Partners in the project will build a ship, made using steel manufactured in West Virginia, to transport parts for offshore wind projects that are set to explode on the U.S. East Coast.
Utility Dominion Energy will own the ship that will be built with the help of Steel of West Virginia. The Danish company offshore wind company Orsted and energy provider Eversource will charter the ship, which is expected to be built by the end of 2023.
The ship is intended to overcome hurdles from the Jones Act, which prohibits tankers from hauling goods and commodities, such as oil or natural gas, between U.S. ports unless the ships are American made, owned, and crewed.
Granholm and Manchin plan to tour an underground coal mine and a rare earth elements lab today. The Associated Press has more on their visit.
The Rundown
New York Times Tasked to fight climate change, a secretive UN agency does the opposite
Wall Street Journal Smugglers undercut green targets for air conditioners, refrigerators in Europe
Reuters Biden’s electric vehicle plan includes battery recycling push
Bloomberg How China beat the U.S. to become world’s undisputed solar champion
Calendar
TUESDAY | JUNE 8
10 a.m. 366 Dirksen. The Senate Energy and Natural Resources Committee will hold a hearing to consider the nominations of Tracy Stone-Manning to be director of the Bureau of Land Management, Shalanda Baker to be director of the office of minority economic impact at the Department of Energy, Samuel Walsh to be general counsel at the Department of Energy, and Andrew Light to be an assistant secretary of energy for international affairs.

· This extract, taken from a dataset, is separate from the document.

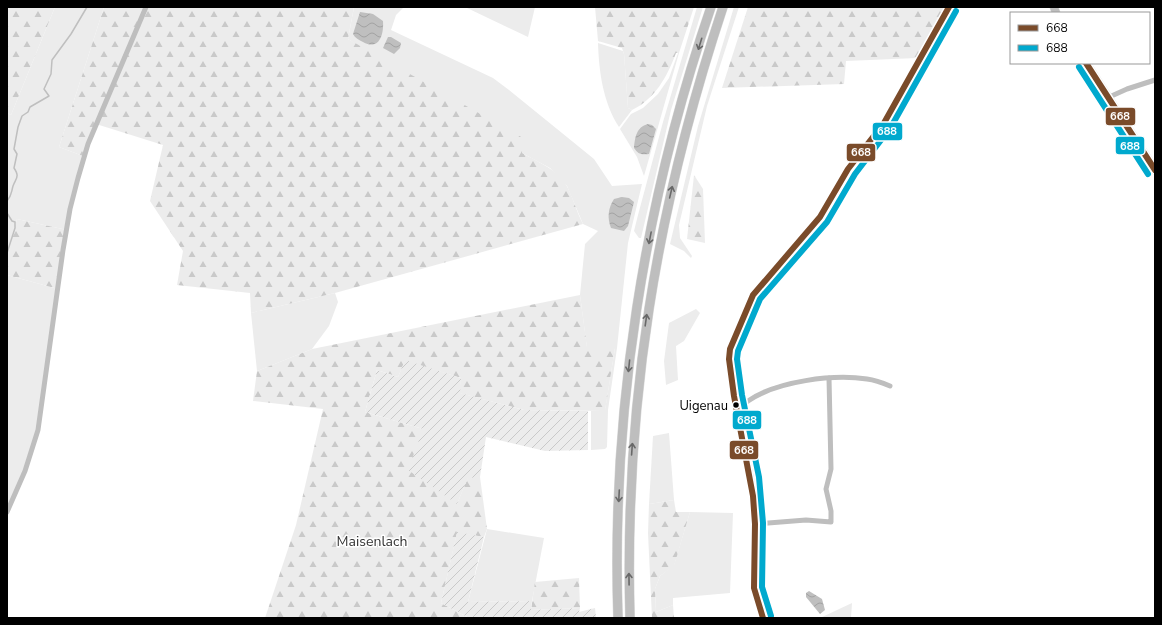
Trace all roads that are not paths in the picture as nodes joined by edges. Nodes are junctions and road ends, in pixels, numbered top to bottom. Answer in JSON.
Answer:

10 a.m. SD-342 Dirksen. The Senate Homeland Security and Governmental Affairs Committee will hold a hearing titled, “Threats to Critical Infrastructure: Examining the Colonial Pipeline Cyber Attack.”
1:05 p.m. Energy Secretary Jennifer Granholm delivers remarks on her vision for nuclear energy at the Nuclear Energy Institute’s Nuclear Energy Assembly.
WEDNESDAY | JUNE 9
10 a.m. 301 Russell. The Senate Environment and Public Works Committee will hold a hearing titled, “PFAS: the View from Affected Citizens and States.”